Metin Feyzioğlu, 14 Mayıs 2017’de, Barolar Birliği başkanlığına ikinci kez seçildiği genel kurulda geçerli 420 oyun 419’unu aldı.
Halbuki, bundan 8 ay önce, 22 Eylül 2016’da, ABD’de düşünce kuruluşu Carnegie Endowment’ta “Tutuklulara işkence yapıldığına dair kanıt yok” diyordu.
Aynı günlerde, İstanbul Barosu eski başkanı Ümit Kocasakal, “Fetöcüler avukat istedi vermedik. Enayi miyiz” diyecekti.
**
Baro başkanları 15 Temmuz’un dördüncü yıldönümüne 1 ay kala ayağa kalktı.
Sembolik bir yürüyüşle Ankara’ya giriş yapacaklar, Anıtkabir’e çıkacaklardı. Hepsi bu.
Saray, buna dahi müsamaha etmedi.
Araya CHP’li Önder Sav girdi, İçişleri Bakanı Süleyman Soylu’yu aradı da, olay tatlıya bağlandı.
**
Türkiye’de ne yazık ki, sıra kendine gelmeden kimse harekete geçmiyor.
Bu durumun düzeleceği yok.
Geçen, YouTube’ta abone sayısı 300 bini geçen popüler bir ekonomisti dinliyorum.
Turkcell hisselerinin Varlık Fonu’na geçmesiyle yabancı yatırımcı ürkmüş, “Artık Türkiye’ye kimse gelmez” diye konuşuyordu.
Onca çökülen şirkete seyirci kaldılar, 5 sene sonra uyanıyorlar..!
Dikkatle dinledim, mühim bir itirafta bulundu:
“Erdoğan Türkiye’ye aralıksız 15 yıl refah getirdi. Başka huylarına katlanıyordu millet. Çoğumuzun geliri yükseldi.”
**
Ekonomist böyle bakıyor.
Hukukçu, “enayi miyim seni savunacağım” diyor.
Siyasetçi, almış iktidar söylemini cadı avına çıkmış, önüne gelen “kripto” yaftası yapıştırıyor.
Kimi gazetecisi “görevli”, kimi şaşkın, kimi “bizi genel değil özeliz” diyor, filan.
Çağlayan’da görülen son basın davasına bakıyorsunuz.
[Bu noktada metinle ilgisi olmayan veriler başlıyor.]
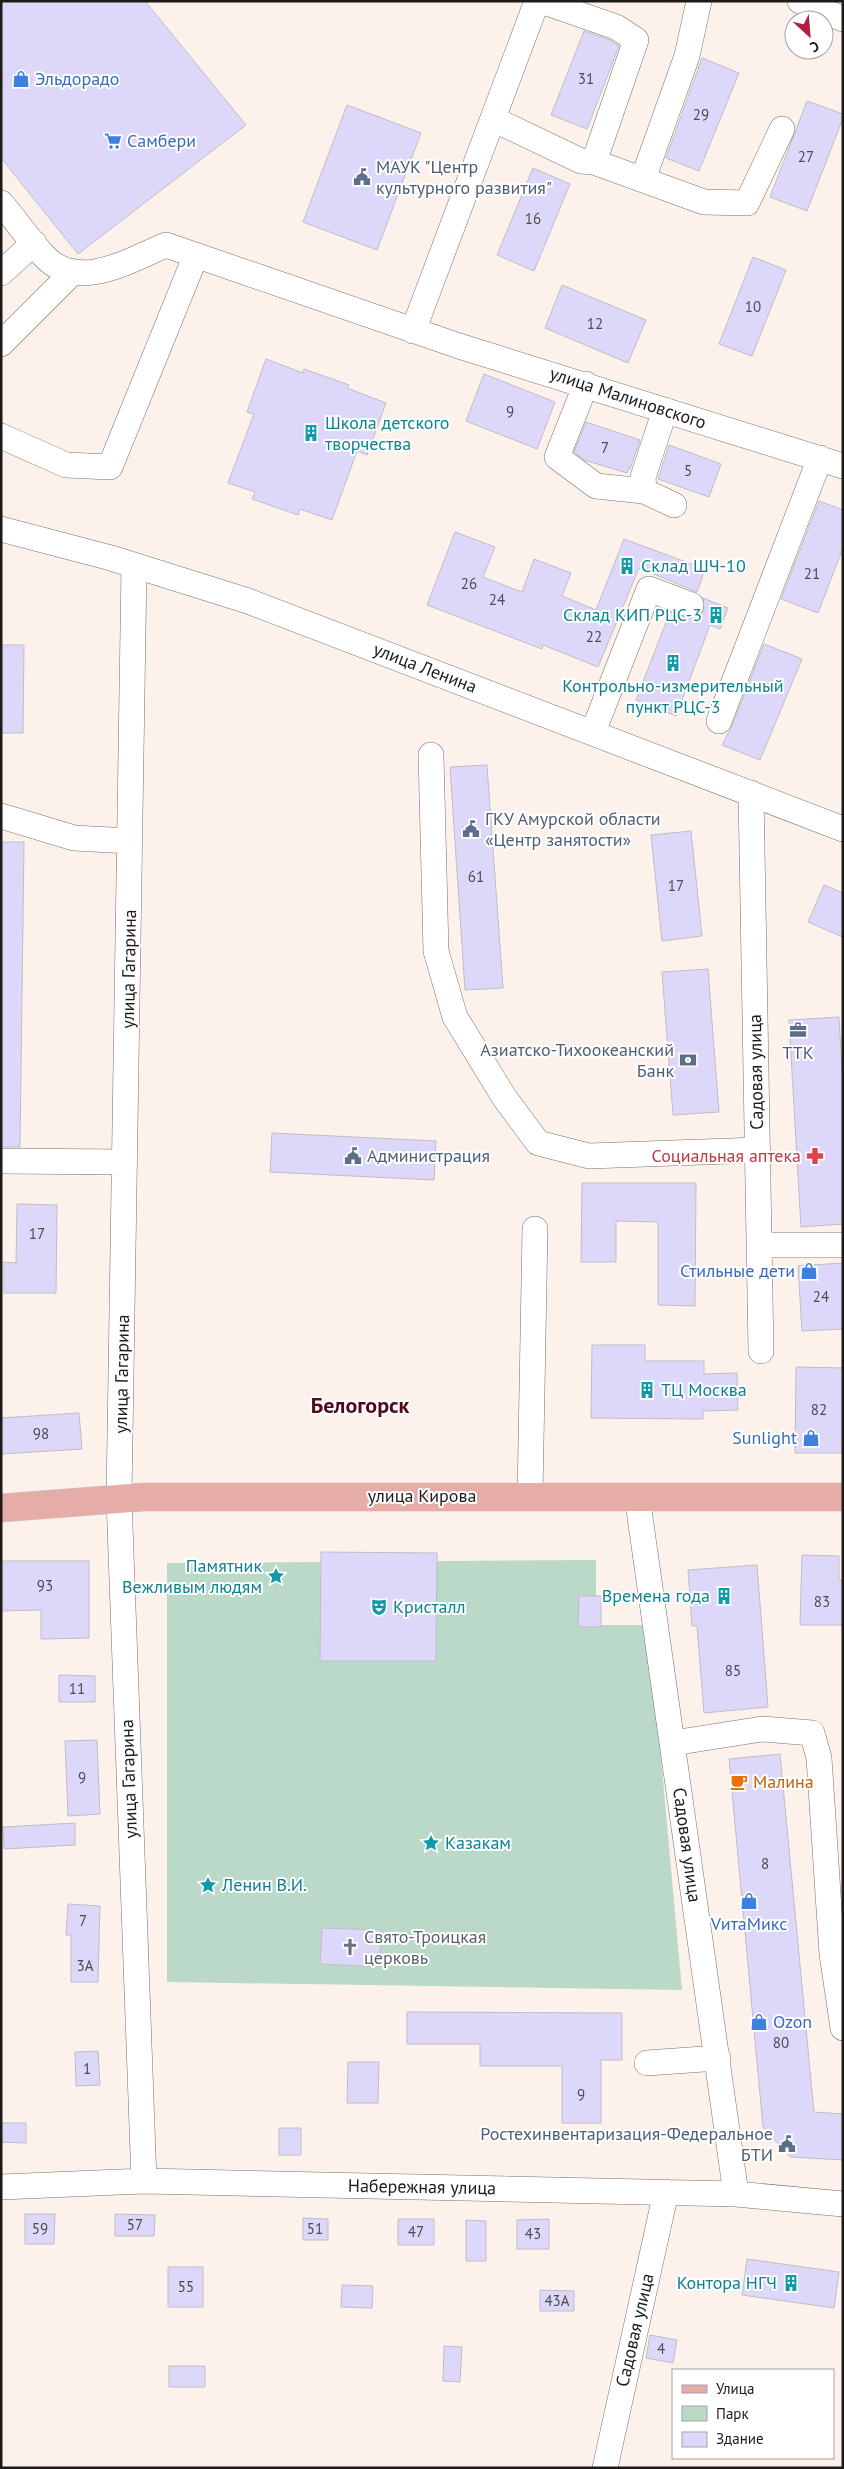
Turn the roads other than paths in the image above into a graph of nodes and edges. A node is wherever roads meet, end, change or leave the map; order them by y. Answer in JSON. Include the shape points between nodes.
{"nodes":[{"id":1,"x":537,"y":1,"type":"edge"},
{"id":2,"x":542,"y":1,"type":"edge"},
{"id":3,"x":699,"y":1,"type":"edge"},
{"id":4,"x":800,"y":1,"type":"edge"},
{"id":5,"x":843,"y":19,"type":"edge"},
{"id":6,"x":493,"y":119,"type":"junction"},
{"id":7,"x":782,"y":129,"type":"dead end"},
{"id":8,"x":594,"y":162,"type":"junction"},
{"id":9,"x":643,"y":179,"type":"junction"},
{"id":10,"x":1,"y":202,"type":"edge"},
{"id":11,"x":34,"y":243,"type":"junction"},
{"id":12,"x":196,"y":255,"type":"junction"},
{"id":13,"x":72,"y":273,"type":"junction"},
{"id":14,"x":1,"y":274,"type":"edge"},
{"id":15,"x":413,"y":331,"type":"junction"},
{"id":16,"x":1,"y":344,"type":"edge"},
{"id":17,"x":586,"y":384,"type":"junction"},
{"id":18,"x":665,"y":410,"type":"junction"},
{"id":19,"x":1,"y":436,"type":"edge"},
{"id":20,"x":831,"y":462,"type":"edge"},
{"id":21,"x":644,"y":491,"type":"junction"},
{"id":22,"x":674,"y":504,"type":"dead end"},
{"id":23,"x":1,"y":511,"type":"edge"},
{"id":24,"x":1,"y":529,"type":"edge"},
{"id":25,"x":111,"y":558,"type":"junction"},
{"id":26,"x":134,"y":567,"type":"junction"},
{"id":27,"x":691,"y":605,"type":"dead end"},
{"id":28,"x":719,"y":721,"type":"dead end"},
{"id":29,"x":593,"y":732,"type":"junction"},
{"id":30,"x":431,"y":755,"type":"dead end"},
{"id":31,"x":751,"y":793,"type":"junction"},
{"id":32,"x":1,"y":816,"type":"edge"},
{"id":33,"x":843,"y":829,"type":"edge"},
{"id":34,"x":130,"y":841,"type":"junction"},
{"id":35,"x":758,"y":1150,"type":"junction"},
{"id":36,"x":1,"y":1161,"type":"edge"},
{"id":37,"x":125,"y":1162,"type":"junction"},
{"id":38,"x":535,"y":1229,"type":"dead end"},
{"id":39,"x":760,"y":1245,"type":"junction"},
{"id":40,"x":843,"y":1245,"type":"edge"},
{"id":41,"x":762,"y":1351,"type":"dead end"},
{"id":42,"x":530,"y":1496,"type":"junction"},
{"id":43,"x":637,"y":1496,"type":"junction"},
{"id":44,"x":843,"y":1497,"type":"edge"},
{"id":45,"x":119,"y":1498,"type":"junction"},
{"id":46,"x":1,"y":1508,"type":"edge"},
{"id":47,"x":673,"y":1743,"type":"junction"},
{"id":48,"x":843,"y":2028,"type":"edge"},
{"id":49,"x":718,"y":2058,"type":"junction"},
{"id":50,"x":647,"y":2063,"type":"dead end"},
{"id":51,"x":144,"y":2181,"type":"junction"},
{"id":52,"x":1,"y":2187,"type":"edge"},
{"id":53,"x":666,"y":2192,"type":"junction"},
{"id":54,"x":736,"y":2194,"type":"junction"},
{"id":55,"x":843,"y":2204,"type":"edge"},
{"id":56,"x":604,"y":2468,"type":"edge"}],
"edges":[{"from":1,"to":6,"type":"street"},
{"from":2,"to":8,"type":"street","via":[[616,27],[636,40]]},
{"from":3,"to":9,"type":"street","via":[[687,56]]},
{"from":4,"to":5,"type":"street"},
{"from":6,"to":8,"type":"street","via":[[581,160]]},
{"from":6,"to":15,"type":"street"},
{"from":7,"to":9,"type":"street","via":[[747,203],[704,202]]},
{"from":8,"to":9,"type":"street"},
{"from":10,"to":11,"type":"street"},
{"from":11,"to":13,"type":"street","via":[[46,258]]},
{"from":11,"to":14,"type":"street"},
{"from":12,"to":13,"type":"street","name":"улица Малиновского","via":[[166,245],[97,272]]},
{"from":12,"to":15,"type":"street","name":"улица Малиновского"},
{"from":12,"to":19,"type":"street","via":[[110,467],[66,465]]},
{"from":13,"to":16,"type":"street"},
{"from":15,"to":17,"type":"street","name":"улица Малиновского"},
{"from":17,"to":18,"type":"street","name":"улица Малиновского"},
{"from":17,"to":21,"type":"street","via":[[557,457],[596,486]]},
{"from":18,"to":20,"type":"street","name":"улица Малиновского"},
{"from":18,"to":21,"type":"street","via":[[643,477]]},
{"from":20,"to":28,"type":"street"},
{"from":21,"to":22,"type":"street"},
{"from":23,"to":25,"type":"street"},
{"from":24,"to":25,"type":"street","name":"улица Ленина"},
{"from":25,"to":26,"type":"street","name":"улица Ленина"},
{"from":26,"to":29,"type":"street","name":"улица Ленина","via":[[187,580],[248,601]]},
{"from":26,"to":34,"type":"street","name":"улица Гагарина"},
{"from":27,"to":29,"type":"street","via":[[649,589]]},
{"from":29,"to":31,"type":"street","name":"улица Ленина"},
{"from":30,"to":35,"type":"street","via":[[436,951],[455,1017],[504,1097],[538,1142],[589,1156]]},
{"from":31,"to":33,"type":"street","name":"улица Ленина"},
{"from":31,"to":35,"type":"street","name":"Садовая улица"},
{"from":32,"to":34,"type":"street","via":[[74,838]]},
{"from":34,"to":37,"type":"street","name":"улица Гагарина"},
{"from":35,"to":39,"type":"street","name":"Садовая улица"},
{"from":36,"to":37,"type":"street"},
{"from":37,"to":45,"type":"street","name":"улица Гагарина"},
{"from":38,"to":42,"type":"street"},
{"from":39,"to":40,"type":"street"},
{"from":39,"to":41,"type":"street","name":"Садовая улица"},
{"from":42,"to":43,"type":"main road","name":"улица Кирова"},
{"from":42,"to":45,"type":"main road","name":"улица Кирова"},
{"from":43,"to":44,"type":"main road","name":"улица Кирова"},
{"from":43,"to":47,"type":"street","name":"Садовая улица"},
{"from":45,"to":46,"type":"main road","name":"улица Кирова"},
{"from":45,"to":51,"type":"street","name":"улица Гагарина"},
{"from":47,"to":48,"type":"street","via":[[762,1729],[812,1733],[819,1758],[832,1954]]},
{"from":47,"to":49,"type":"street","name":"Садовая улица"},
{"from":49,"to":50,"type":"street"},
{"from":49,"to":54,"type":"street","name":"Садовая улица"},
{"from":51,"to":52,"type":"street","name":"Набережная улица"},
{"from":51,"to":53,"type":"street","name":"Набережная улица"},
{"from":53,"to":54,"type":"street","name":"Набережная улица"},
{"from":53,"to":56,"type":"street","name":"Садовая улица"},
{"from":54,"to":55,"type":"street","name":"Набережная улица"}]}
Her laf, her söz, “fetö” ile başlayıp onunla bitiyor.
Bu saçmalığı gören, içine sindirmeyen bir avuç insan sadece.
Geçen uluslararası deneyimi olan bir gazeteci çıkmış, “Son zamanlarda yeniden hapse atmaya çalıştıkları insanlara bakınca, haliyle ‘barıştılar mı’ sorusu akla geliyor” diye yazmış.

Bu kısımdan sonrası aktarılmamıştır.